_PROBLEM DESCRIPTION_
Only the number is wanted: how many lines in the material below contain "main".

_PROVIDED RECORDS_
++++++

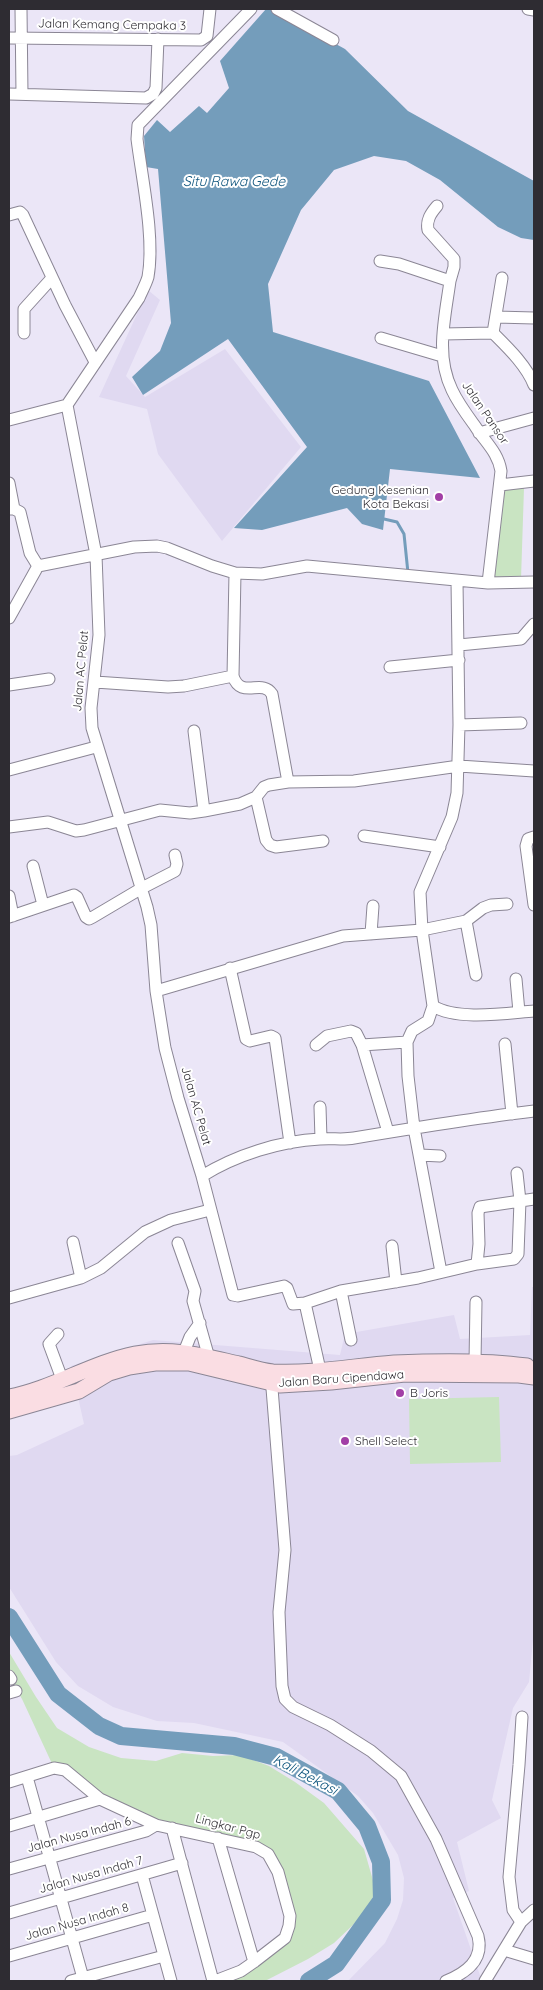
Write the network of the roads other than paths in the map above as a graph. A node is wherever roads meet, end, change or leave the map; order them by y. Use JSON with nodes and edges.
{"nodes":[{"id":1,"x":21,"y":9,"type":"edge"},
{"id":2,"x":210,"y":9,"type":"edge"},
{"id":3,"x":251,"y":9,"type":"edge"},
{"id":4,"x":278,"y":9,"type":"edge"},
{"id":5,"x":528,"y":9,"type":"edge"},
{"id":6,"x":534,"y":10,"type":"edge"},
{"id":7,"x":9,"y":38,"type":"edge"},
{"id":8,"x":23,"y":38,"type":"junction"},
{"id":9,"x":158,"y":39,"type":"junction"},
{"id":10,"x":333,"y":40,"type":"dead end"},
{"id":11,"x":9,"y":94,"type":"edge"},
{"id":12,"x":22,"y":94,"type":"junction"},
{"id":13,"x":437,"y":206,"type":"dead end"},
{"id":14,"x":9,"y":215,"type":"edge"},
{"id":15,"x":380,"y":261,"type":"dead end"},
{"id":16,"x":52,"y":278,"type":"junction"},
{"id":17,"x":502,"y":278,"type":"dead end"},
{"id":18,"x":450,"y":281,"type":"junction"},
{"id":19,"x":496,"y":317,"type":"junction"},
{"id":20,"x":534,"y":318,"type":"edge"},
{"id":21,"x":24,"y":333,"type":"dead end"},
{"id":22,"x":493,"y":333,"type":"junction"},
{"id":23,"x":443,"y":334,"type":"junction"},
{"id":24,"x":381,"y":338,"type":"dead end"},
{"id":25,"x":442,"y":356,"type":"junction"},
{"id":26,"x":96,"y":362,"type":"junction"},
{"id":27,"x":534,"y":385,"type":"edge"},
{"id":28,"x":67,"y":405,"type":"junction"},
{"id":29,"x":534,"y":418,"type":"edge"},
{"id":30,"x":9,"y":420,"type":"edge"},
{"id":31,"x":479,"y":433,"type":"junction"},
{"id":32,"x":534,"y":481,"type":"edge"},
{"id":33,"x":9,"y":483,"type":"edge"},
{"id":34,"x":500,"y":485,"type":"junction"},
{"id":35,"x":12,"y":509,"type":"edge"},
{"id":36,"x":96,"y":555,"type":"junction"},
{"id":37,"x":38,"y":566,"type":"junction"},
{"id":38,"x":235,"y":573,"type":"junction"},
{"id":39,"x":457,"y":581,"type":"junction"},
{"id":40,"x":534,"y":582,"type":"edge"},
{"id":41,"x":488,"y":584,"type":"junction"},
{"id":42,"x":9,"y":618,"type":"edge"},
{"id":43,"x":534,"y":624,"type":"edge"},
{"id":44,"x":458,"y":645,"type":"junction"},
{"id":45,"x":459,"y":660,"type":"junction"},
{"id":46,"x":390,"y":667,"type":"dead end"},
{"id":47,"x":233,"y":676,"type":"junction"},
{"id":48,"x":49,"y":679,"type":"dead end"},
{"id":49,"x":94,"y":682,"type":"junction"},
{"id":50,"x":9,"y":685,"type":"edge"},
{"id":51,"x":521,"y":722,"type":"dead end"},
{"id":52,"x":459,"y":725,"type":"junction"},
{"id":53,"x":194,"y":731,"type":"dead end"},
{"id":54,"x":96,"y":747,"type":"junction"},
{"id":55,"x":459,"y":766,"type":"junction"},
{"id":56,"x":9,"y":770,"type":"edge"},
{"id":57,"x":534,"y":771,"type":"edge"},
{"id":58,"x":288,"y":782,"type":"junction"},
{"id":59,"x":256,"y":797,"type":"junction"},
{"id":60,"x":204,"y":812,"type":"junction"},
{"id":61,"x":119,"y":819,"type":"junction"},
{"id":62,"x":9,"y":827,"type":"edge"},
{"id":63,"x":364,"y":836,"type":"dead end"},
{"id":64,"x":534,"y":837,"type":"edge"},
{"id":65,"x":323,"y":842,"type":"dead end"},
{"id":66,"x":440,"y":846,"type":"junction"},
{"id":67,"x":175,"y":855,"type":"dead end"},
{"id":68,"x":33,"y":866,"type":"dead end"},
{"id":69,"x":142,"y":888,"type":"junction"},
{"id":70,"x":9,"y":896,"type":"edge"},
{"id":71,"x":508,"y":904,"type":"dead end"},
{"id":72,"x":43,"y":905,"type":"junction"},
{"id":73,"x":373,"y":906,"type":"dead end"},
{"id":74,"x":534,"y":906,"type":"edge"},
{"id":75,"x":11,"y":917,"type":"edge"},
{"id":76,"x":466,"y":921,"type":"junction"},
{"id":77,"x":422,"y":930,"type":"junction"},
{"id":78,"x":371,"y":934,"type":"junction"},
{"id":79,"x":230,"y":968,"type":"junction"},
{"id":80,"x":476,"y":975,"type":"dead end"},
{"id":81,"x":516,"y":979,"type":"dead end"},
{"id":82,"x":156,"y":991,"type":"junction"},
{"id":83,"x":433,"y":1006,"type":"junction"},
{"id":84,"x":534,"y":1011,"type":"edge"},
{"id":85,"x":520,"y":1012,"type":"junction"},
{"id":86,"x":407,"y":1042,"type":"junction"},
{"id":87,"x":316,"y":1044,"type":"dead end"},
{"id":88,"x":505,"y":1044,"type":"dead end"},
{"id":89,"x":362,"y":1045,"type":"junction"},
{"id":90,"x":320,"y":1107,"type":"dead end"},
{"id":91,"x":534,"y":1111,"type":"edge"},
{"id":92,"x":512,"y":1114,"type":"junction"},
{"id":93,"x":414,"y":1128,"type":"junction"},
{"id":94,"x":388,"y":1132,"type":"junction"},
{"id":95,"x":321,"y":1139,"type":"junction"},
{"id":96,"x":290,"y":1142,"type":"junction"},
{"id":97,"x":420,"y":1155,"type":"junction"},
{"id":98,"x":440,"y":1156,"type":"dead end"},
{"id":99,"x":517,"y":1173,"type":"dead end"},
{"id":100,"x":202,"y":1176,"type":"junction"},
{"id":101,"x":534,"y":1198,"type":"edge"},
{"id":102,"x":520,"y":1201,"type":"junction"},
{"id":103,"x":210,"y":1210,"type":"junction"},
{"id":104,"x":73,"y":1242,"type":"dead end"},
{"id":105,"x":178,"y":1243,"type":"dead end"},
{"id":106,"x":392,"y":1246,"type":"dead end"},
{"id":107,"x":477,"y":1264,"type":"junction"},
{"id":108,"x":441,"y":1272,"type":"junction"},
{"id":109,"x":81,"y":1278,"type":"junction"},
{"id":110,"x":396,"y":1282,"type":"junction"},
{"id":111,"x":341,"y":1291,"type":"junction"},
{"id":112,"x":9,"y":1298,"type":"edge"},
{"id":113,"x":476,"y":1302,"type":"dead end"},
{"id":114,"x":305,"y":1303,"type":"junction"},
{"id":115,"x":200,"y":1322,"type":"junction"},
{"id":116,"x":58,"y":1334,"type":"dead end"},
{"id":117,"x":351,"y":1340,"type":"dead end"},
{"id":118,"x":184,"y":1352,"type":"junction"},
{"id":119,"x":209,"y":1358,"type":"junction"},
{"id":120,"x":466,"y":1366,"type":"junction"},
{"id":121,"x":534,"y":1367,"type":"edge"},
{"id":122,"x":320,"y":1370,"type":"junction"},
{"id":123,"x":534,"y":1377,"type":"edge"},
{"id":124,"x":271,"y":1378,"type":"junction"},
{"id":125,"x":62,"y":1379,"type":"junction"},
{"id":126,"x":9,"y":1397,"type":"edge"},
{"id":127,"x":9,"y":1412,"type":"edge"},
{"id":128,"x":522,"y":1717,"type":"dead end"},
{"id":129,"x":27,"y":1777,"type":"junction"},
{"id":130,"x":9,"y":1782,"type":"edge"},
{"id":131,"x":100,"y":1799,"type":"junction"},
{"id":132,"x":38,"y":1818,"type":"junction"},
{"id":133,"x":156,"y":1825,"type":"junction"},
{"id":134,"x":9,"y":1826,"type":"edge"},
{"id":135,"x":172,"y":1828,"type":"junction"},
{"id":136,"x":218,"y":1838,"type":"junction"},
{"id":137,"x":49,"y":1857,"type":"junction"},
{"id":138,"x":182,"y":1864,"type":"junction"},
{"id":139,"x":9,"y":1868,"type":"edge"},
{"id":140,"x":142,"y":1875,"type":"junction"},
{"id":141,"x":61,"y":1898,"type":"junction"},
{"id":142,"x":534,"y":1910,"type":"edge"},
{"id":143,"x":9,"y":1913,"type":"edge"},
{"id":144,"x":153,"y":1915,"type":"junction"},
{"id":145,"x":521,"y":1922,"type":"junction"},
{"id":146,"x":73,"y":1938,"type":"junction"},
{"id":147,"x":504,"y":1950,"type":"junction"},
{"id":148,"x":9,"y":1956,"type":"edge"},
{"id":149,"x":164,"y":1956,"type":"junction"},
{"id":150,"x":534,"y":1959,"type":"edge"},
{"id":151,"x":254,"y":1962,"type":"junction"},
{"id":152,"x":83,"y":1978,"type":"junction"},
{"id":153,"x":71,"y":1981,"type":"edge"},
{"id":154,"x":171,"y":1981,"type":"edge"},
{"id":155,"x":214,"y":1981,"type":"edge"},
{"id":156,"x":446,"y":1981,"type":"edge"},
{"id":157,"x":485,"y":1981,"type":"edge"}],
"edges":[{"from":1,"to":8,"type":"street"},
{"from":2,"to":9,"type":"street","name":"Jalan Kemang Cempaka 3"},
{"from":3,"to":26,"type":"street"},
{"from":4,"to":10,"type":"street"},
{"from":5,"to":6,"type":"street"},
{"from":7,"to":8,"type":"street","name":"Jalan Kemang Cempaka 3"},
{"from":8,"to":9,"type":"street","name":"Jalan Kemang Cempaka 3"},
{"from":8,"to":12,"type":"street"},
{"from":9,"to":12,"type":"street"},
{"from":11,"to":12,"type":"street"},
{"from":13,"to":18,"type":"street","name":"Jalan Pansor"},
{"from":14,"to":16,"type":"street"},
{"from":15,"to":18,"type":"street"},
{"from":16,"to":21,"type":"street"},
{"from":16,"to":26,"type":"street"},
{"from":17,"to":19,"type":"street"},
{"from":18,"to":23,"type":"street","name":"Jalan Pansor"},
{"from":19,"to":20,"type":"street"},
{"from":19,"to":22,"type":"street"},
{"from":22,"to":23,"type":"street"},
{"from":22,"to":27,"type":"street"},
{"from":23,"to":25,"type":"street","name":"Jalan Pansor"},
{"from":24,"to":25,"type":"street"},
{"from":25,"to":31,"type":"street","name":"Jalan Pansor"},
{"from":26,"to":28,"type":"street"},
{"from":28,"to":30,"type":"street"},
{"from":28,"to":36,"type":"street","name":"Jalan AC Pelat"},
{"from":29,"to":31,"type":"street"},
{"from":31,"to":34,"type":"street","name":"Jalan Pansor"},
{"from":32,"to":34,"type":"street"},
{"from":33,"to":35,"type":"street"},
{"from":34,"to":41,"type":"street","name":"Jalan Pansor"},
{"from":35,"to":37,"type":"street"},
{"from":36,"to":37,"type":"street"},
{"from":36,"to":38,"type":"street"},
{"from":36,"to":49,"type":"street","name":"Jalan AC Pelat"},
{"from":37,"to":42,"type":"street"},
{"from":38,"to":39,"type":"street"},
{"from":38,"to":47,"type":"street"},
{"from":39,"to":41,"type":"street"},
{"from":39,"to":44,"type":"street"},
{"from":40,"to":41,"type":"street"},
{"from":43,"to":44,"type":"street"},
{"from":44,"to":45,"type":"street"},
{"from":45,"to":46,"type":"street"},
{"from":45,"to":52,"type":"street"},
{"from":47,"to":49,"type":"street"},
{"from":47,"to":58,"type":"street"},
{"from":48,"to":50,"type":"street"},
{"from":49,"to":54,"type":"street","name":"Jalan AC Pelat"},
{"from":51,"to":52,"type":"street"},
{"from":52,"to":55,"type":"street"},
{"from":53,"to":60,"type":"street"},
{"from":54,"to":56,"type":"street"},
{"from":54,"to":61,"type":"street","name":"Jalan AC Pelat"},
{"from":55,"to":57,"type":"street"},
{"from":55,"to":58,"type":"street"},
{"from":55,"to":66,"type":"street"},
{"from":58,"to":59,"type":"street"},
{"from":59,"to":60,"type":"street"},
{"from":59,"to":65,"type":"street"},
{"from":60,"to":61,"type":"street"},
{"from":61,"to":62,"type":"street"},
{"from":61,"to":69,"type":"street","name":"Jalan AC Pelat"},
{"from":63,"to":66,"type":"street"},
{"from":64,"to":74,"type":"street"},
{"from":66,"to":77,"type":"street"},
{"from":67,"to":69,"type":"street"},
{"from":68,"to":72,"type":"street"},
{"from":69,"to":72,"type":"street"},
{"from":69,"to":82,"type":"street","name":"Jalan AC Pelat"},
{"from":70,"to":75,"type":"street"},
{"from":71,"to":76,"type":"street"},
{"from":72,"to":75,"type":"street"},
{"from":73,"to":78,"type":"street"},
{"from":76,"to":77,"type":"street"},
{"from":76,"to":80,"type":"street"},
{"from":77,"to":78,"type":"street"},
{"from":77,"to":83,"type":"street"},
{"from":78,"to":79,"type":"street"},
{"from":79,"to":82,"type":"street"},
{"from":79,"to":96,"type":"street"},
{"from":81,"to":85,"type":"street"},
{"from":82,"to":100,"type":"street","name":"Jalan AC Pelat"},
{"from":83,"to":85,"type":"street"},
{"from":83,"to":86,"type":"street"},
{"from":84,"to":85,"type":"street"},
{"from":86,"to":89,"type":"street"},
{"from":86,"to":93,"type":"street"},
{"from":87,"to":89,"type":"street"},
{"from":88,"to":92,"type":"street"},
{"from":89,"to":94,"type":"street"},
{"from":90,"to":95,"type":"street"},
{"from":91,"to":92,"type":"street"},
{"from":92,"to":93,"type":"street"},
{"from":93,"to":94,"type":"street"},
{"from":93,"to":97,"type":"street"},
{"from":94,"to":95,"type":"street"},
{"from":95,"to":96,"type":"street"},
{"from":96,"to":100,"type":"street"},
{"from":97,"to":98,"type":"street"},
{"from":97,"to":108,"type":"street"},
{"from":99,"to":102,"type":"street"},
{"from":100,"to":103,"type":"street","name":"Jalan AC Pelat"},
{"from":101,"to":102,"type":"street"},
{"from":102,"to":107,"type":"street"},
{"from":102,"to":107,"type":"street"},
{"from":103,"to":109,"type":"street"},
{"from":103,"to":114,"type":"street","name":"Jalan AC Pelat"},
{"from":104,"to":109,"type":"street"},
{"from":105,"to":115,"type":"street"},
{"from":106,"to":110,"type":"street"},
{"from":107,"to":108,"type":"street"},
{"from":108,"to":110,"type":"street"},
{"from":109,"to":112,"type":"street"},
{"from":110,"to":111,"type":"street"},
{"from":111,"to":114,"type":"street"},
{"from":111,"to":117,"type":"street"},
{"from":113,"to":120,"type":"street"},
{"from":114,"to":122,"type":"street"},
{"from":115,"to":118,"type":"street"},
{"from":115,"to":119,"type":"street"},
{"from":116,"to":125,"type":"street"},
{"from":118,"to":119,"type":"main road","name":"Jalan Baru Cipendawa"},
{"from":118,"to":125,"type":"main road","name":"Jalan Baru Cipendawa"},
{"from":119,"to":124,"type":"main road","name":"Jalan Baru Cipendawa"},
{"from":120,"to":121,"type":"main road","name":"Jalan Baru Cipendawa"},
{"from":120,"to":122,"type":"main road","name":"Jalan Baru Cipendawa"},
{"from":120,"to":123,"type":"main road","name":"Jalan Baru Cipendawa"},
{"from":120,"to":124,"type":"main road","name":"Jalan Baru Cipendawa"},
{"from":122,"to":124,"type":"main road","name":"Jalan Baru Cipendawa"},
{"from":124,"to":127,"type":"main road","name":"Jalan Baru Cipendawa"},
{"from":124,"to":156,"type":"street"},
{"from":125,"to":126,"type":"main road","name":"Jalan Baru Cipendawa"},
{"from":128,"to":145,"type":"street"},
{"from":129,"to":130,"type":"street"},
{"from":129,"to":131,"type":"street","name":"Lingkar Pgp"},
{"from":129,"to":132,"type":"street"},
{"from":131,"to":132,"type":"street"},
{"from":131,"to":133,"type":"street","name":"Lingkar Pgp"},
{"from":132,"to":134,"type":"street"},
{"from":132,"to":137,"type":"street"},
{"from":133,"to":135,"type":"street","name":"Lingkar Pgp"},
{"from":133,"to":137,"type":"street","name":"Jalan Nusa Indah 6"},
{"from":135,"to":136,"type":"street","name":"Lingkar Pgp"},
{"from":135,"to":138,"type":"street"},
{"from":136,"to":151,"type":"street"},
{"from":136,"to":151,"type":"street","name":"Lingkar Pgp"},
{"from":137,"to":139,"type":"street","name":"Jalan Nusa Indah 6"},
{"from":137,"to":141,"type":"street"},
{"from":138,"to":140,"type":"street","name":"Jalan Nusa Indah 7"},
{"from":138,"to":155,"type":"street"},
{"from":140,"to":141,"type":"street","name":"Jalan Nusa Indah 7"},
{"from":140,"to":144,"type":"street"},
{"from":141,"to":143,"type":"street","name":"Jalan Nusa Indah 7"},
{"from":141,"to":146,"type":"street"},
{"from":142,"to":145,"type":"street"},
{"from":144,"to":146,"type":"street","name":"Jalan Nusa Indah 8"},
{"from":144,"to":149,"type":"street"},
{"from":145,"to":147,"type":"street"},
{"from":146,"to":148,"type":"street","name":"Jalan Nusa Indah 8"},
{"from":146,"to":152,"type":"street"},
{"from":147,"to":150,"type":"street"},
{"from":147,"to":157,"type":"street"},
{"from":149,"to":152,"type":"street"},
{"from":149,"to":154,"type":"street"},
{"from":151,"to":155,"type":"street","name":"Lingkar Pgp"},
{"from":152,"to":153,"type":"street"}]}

++++++

_RESPONSE FOR THIS EXERCISE_
10